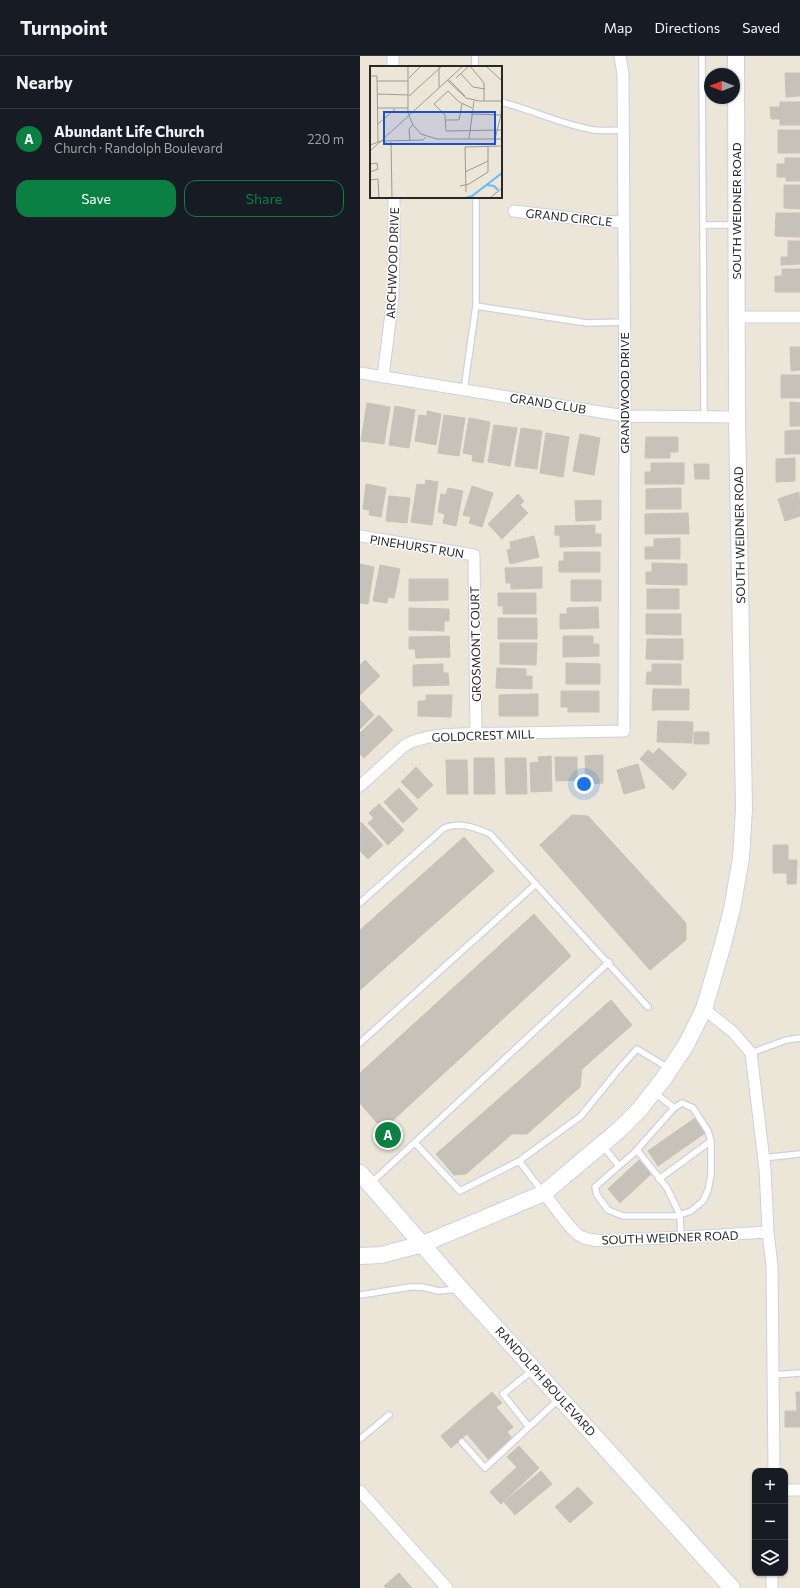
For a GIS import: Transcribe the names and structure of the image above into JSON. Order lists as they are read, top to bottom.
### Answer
{
  "streets": {
    "main road": ["SOUTH WEIDNER ROAD", "RANDOLPH BOULEVARD"],
    "street": [
      "GRAND CIRCLE",
      "ARCHWOOD DRIVE",
      "GRANDWOOD DRIVE",
      "GRAND CLUB",
      "PINEHURST RUN",
      "GROSMONT COURT",
      "GOLDCREST MILL"
    ]
  },
  "crossings": [
    ["SOUTH WEIDNER ROAD", "GRAND CLUB"],
    ["SOUTH WEIDNER ROAD", "RANDOLPH BOULEVARD"],
    ["GRAND CIRCLE", "GRANDWOOD DRIVE"],
    ["ARCHWOOD DRIVE", "GRAND CLUB"],
    ["GRANDWOOD DRIVE", "GRAND CLUB"],
    ["GRANDWOOD DRIVE", "GOLDCREST MILL"],
    ["PINEHURST RUN", "GROSMONT COURT"],
    ["GROSMONT COURT", "GOLDCREST MILL"]
  ],
  "north": "left",
  "page": {
    "header": "Turnpoint",
    "nav": ["Map", "Directions", "Saved"],
    "heading": "Nearby",
    "list": [
      {
        "mark": "A",
        "name": "Abundant Life Church",
        "note": "Church · Randolph Boulevard",
        "value": "220 m"
      }
    ],
    "buttons": ["Save", "Share"],
    "pins": "A",
    "map_buttons": ["+", "−"]
  }
}
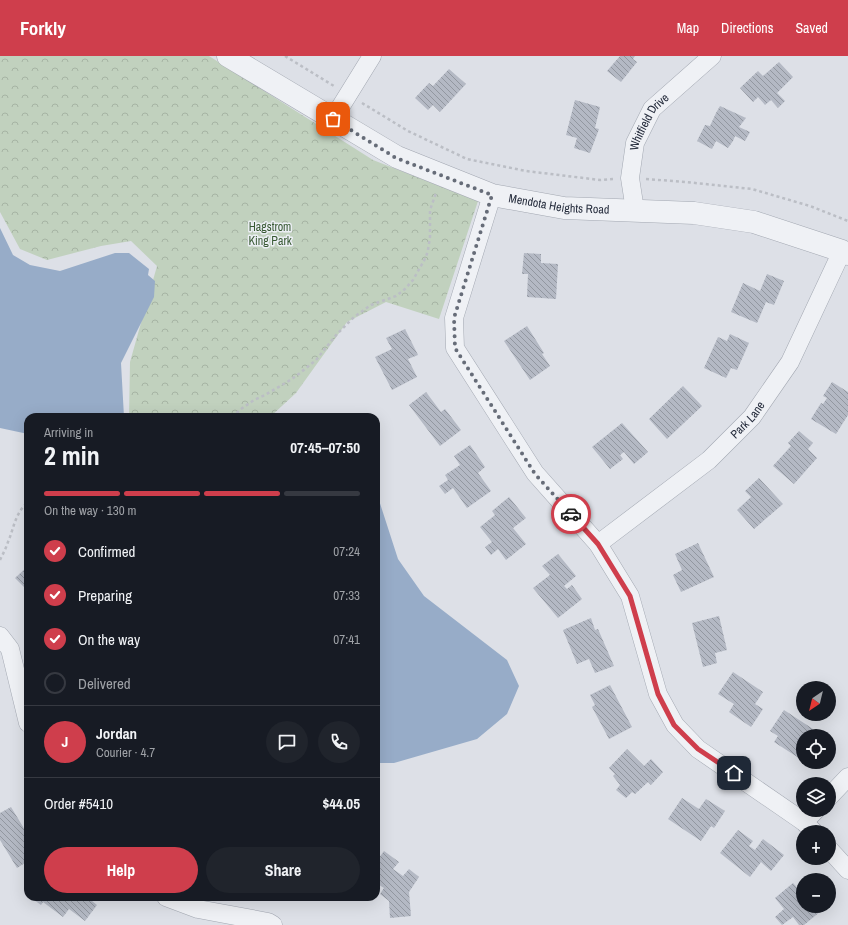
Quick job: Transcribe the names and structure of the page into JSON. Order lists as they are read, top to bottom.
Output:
{
  "streets": {
    "street": ["Whitfield Drive", "Mendota Heights Road", "Park Lane"]
  },
  "crossings": [
    ["Whitfield Drive", "Mendota Heights Road"],
    ["Mendota Heights Road", "Park Lane"]
  ],
  "parks": ["Hagstrom King Park"],
  "north": "bottom left",
  "page": {
    "header": "Forkly",
    "nav": ["Map", "Directions", "Saved"],
    "heading": ["2 min", "Arriving in", "07:45–07:50"],
    "panel": [
      "Jordan",
      "Courier · 4.7",
      "Order #5410",
      "$44.05"
    ],
    "bar": "On the way · 130 m",
    "list": [
      ["Confirmed", "07:24"],
      ["Preparing", "07:33"],
      ["On the way", "07:41"],
      "Delivered"
    ],
    "map_buttons": ["+", "−"],
    "round": "J",
    "buttons": ["Help", "Share"]
  }
}
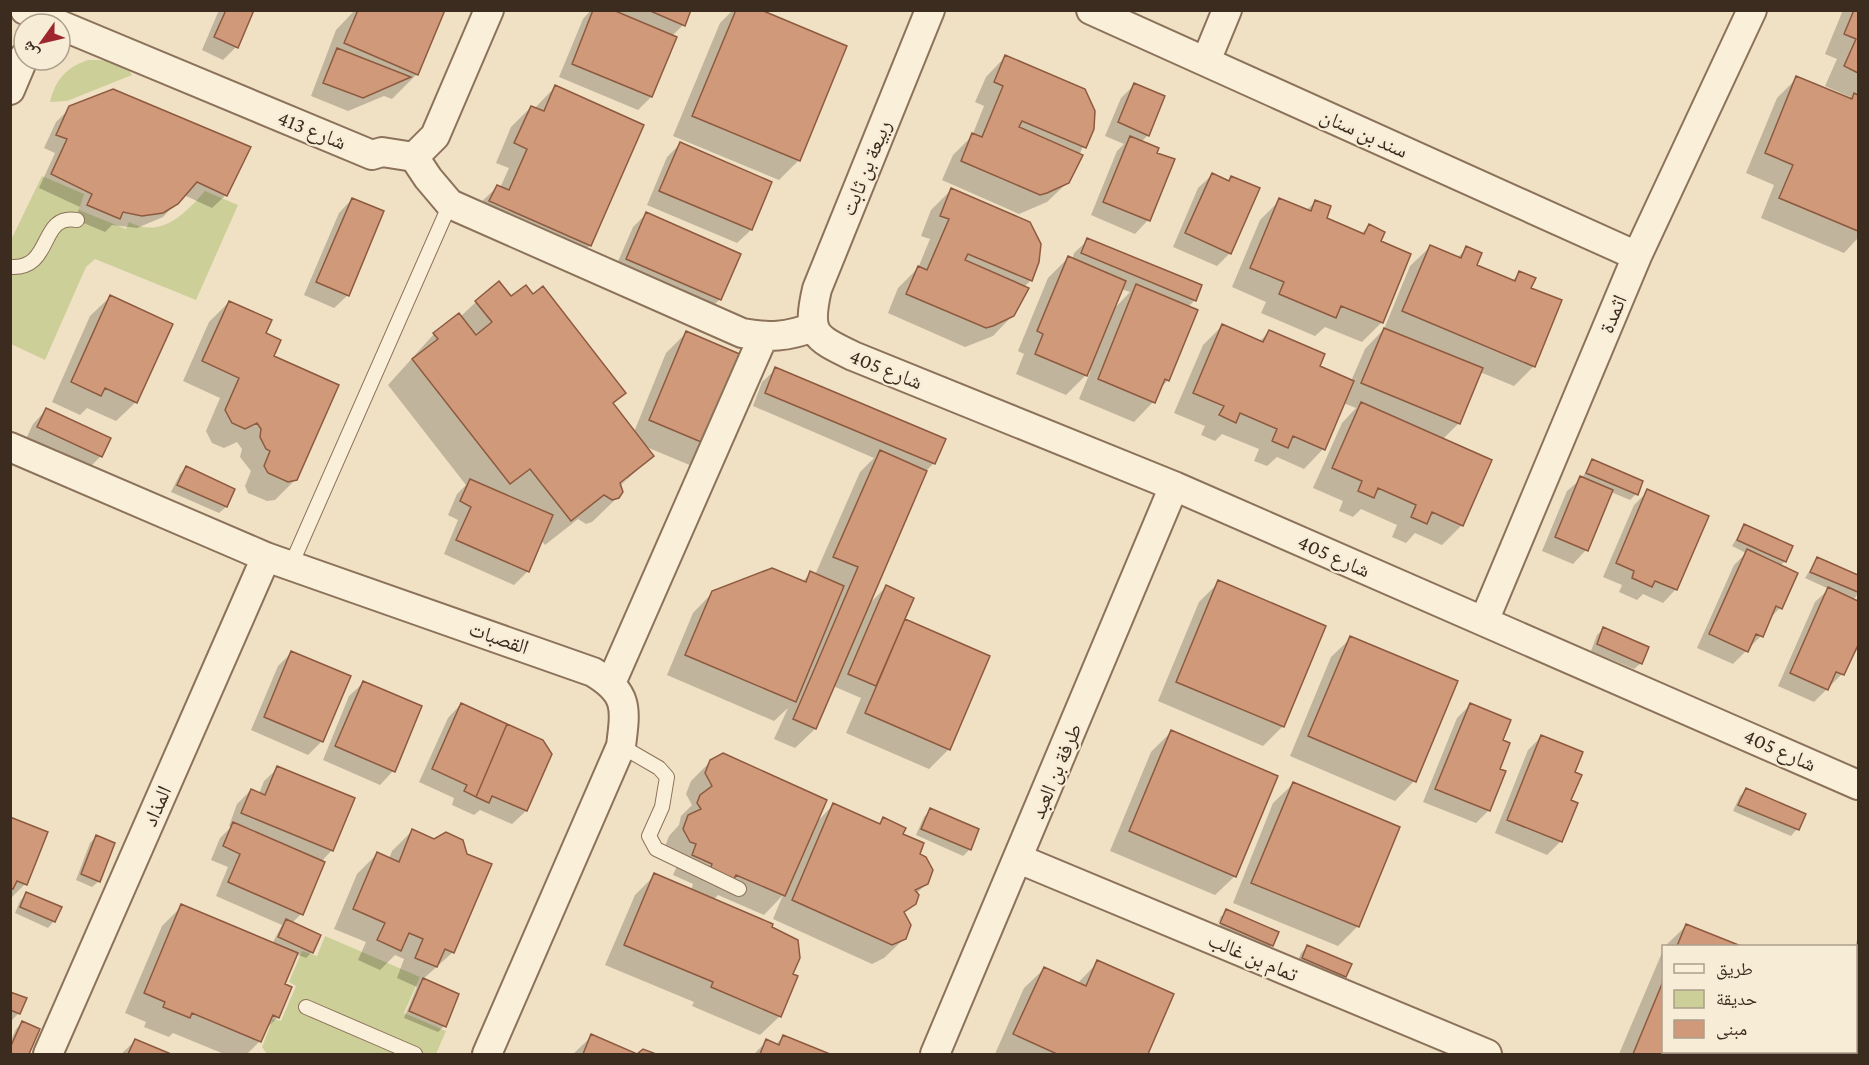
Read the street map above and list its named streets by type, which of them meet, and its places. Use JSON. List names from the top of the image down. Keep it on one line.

### To do
Your task is to list each line of the records with the word "structure".

### Answer area
For a GIS import: Transcribe the names and structure of the image above into JSON. Order lists as they are read, top to bottom.
Quick job: Transcribe the names and structure of the page into JSON. Order lists as they are read, top to bottom.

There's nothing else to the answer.